March's figure was the lowest annual pace since last July and was below expectations. Economists surveyed by The Wall Street Journal had forecast sales would reach a 450,000 annual pace last month.
Sales of new homes represent a small portion of houses purchased in the U.S. and can be subject to large revisions. But the report provides a more up-to-date reading of the housing market than other gauges because it tallies sales at the moment a contract is signed rather than its closing.
New home sales had been trending up for much of 2011 and 2012 but have been more volatile over the last year. Would-be buyers have faced rising mortgage rates, surging house prices and stringent lending standards. Over the winter, unusually cold temperatures and snowstorms kept many construction sites closed.
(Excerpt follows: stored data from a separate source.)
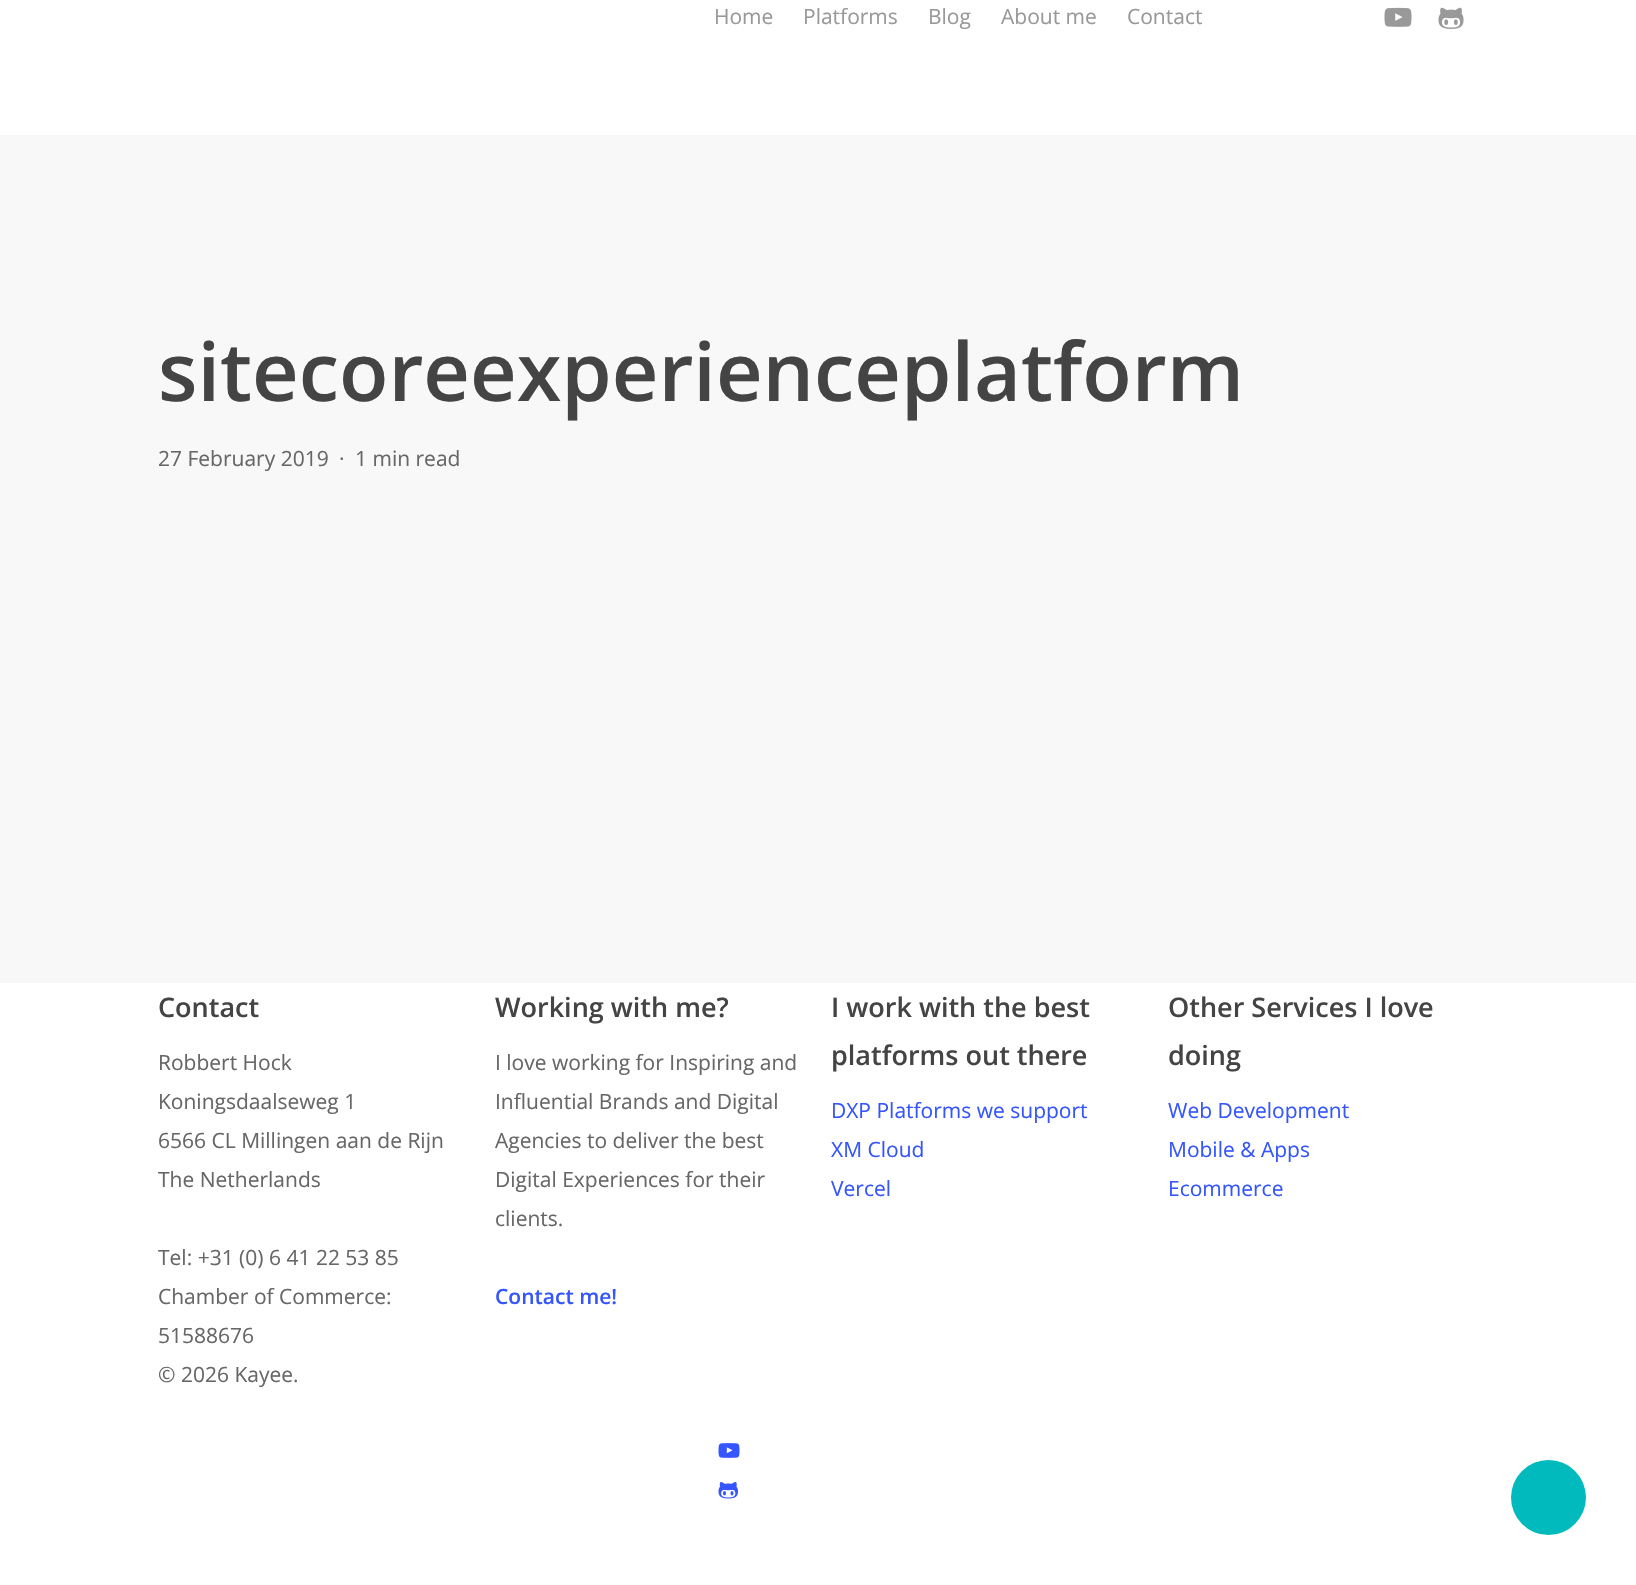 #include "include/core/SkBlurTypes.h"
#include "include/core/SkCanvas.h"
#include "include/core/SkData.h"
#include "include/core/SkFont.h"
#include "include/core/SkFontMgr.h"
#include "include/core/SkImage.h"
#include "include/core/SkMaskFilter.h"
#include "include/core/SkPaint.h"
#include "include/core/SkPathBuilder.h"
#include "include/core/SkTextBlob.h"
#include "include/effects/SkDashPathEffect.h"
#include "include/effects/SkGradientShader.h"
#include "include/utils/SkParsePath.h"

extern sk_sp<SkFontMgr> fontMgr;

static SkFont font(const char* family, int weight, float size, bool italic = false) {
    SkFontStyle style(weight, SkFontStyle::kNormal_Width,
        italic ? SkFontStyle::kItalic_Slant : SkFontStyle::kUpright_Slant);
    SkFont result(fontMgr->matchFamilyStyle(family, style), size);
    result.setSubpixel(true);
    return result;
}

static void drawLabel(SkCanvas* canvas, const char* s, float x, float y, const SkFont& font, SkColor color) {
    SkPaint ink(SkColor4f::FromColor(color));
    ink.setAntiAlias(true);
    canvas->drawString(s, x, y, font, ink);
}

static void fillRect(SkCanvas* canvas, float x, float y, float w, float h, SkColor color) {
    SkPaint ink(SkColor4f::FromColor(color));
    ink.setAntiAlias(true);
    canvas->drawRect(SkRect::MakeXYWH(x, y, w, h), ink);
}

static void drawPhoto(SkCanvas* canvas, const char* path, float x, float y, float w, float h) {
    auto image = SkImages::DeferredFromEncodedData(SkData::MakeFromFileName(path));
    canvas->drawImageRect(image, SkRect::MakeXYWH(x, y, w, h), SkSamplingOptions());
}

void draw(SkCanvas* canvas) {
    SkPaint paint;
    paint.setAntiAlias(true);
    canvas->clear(0xFFFFFFFF);
    SkFont font1 = font("Open Sans", 400, 21);
    drawLabel(canvas, "Home", 714, 24, font1, 0xFF999999);
    drawLabel(canvas, "Platforms", 803, 24, font1, 0xFF999999);
    drawLabel(canvas, "Blog", 928, 24, font1, 0xFF999999);
    drawLabel(canvas, "About me", 1001, 24, font1, 0xFF999999);
    drawLabel(canvas, "Contact", 1127, 24, font1, 0xFF999999);
    drawPhoto(canvas, "assets/img1.png", 1384, 7, 28, 20);
    drawPhoto(canvas, "assets/img2.png", 1438, 7, 26, 22);
    fillRect(canvas, 0, 135, 1636, 848, 0xFFF8F8F8);
    SkFont font2 = font("Open Sans", 600, 81);
    drawLabel(canvas, "sitecoreexperienceplatform", 158, 401, font2, 0xFF444444);
    drawLabel(canvas, "27 February 2019", 158, 466, font1, 0xFF676767);
    drawLabel(canvas, "·", 339, 466, font1, 0xFF676767);
    drawLabel(canvas, "1 min read", 355, 466, font1, 0xFF676767);
    SkFont font3 = font("Open Sans", 600, 27);
    drawLabel(canvas, "Contact", 158, 1017, font3, 0xFF444444);
    drawLabel(canvas, "Robbert Hock", 158, 1070, font1, 0xFF676767);
    drawLabel(canvas, "Koningsdaalseweg 1", 158, 1109, font1, 0xFF676767);
    drawLabel(canvas, "6566 CL Millingen aan de Rijn", 158, 1148, font1, 0xFF676767);
    drawLabel(canvas, "The Netherlands", 158, 1187, font1, 0xFF676767);
    drawLabel(canvas, "Tel: +31 (0) 6 41 22 53 85", 158, 1265, font1, 0xFF676767);
    drawLabel(canvas, "Chamber of Commerce:", 158, 1304, font1, 0xFF676767);
    drawLabel(canvas, "51588676", 158, 1343, font1, 0xFF676767);
    drawLabel(canvas, "Working with me?", 495, 1017, font3, 0xFF444444);
    drawLabel(canvas, "I love working for Inspiring and", 495, 1070, font1, 0xFF676767);
    drawLabel(canvas, "Influential Brands and Digital", 495, 1109, font1, 0xFF676767);
    drawLabel(canvas, "Agencies to deliver the best", 495, 1148, font1, 0xFF676767);
    drawLabel(canvas, "Digital Experiences for their", 495, 1187, font1, 0xFF676767);
    drawLabel(canvas, "clients.", 495, 1226, font1, 0xFF676767);
    SkFont font4 = font("Open Sans", 600, 21);
    drawLabel(canvas, "Contact me!", 495, 1304, font4, 0xFF3555FF);
    drawLabel(canvas, "I work with the best", 831, 1017, font3, 0xFF444444);
    drawLabel(canvas, "platforms out there", 831, 1065, font3, 0xFF444444);
    drawLabel(canvas, "DXP Platforms we support", 831, 1118, font1, 0xFF3555FF);
    drawLabel(canvas, "XM Cloud", 831, 1157, font1, 0xFF3555FF);
    drawLabel(canvas, "Vercel", 831, 1196, font1, 0xFF3555FF);
    drawLabel(canvas, "Other Services I love", 1168, 1017, font3, 0xFF444444);
    drawLabel(canvas, "doing", 1168, 1065, font3, 0xFF444444);
    drawLabel(canvas, "Web Development", 1168, 1118, font1, 0xFF3555FF);
    drawLabel(canvas, "Mobile & Apps", 1168, 1157, font1, 0xFF3555FF);
    drawLabel(canvas, "Ecommerce", 1168, 1196, font1, 0xFF3555FF);
    drawLabel(canvas, "© 2026 Kayee.", 158, 1382, font1, 0xFF676767);
    drawPhoto(canvas, "assets/img3.png", 718, 1443, 22, 15);
    drawPhoto(canvas, "assets/img4.png", 718, 1482, 20, 17);
    paint.setColor(0xFF00BABD);
    canvas->drawCircle(1548.5f, 1497.5f, 37.5f, paint);
}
March new-home sales were down 13.3 percent from a year earlier. The median price of a new home reached its highest level ever in March at $290,000, the report said, up 11.2 percent from February.
The spring buying and selling season is crucial for the U.S. housing market because families want to settle into a school district by the end of the summer. But recent data suggest a slow start so far this year.
Sales of previously owned homes, which account for more than 90 percent of total sales, fell slightly in March and were down 7.5 percent from a year earlier, according to a National Association of Realtors report earlier this week. NVR, which builds homes under the brands Ryan Homes and others, said its sales contracts signed in the first quarter were down 5.3 percent from the same period a year earlier.
A measure of home builder confidence rose slightly in April but remained below 50, according to the National Association of Home Builders. That's the dividing line between generally positive and generally negative comments.
Still, there are signs sales could pick up in the months ahead. Builders started construction on more homes for the second straight month in March, a separate Commerce Department report said last week. U.S. housing starts rose 2.8 percent last month, fueled by single-family home construction.
The Federal Reserve is expected to keep short-term interest rates near zero into 2015. But mortgage rates have risen in the last year since the central bank signaled it would begin pulling back its easy-money policies. A 30-year fixed-rate mortgage had an average interest rate of 4.4 percent at the end of March, up one percentage point from last spring, according to Freddie Mac.
The Commerce Department report Wednesday also found home sales plummeted in the Midwest, south and west but rose in the Northeast.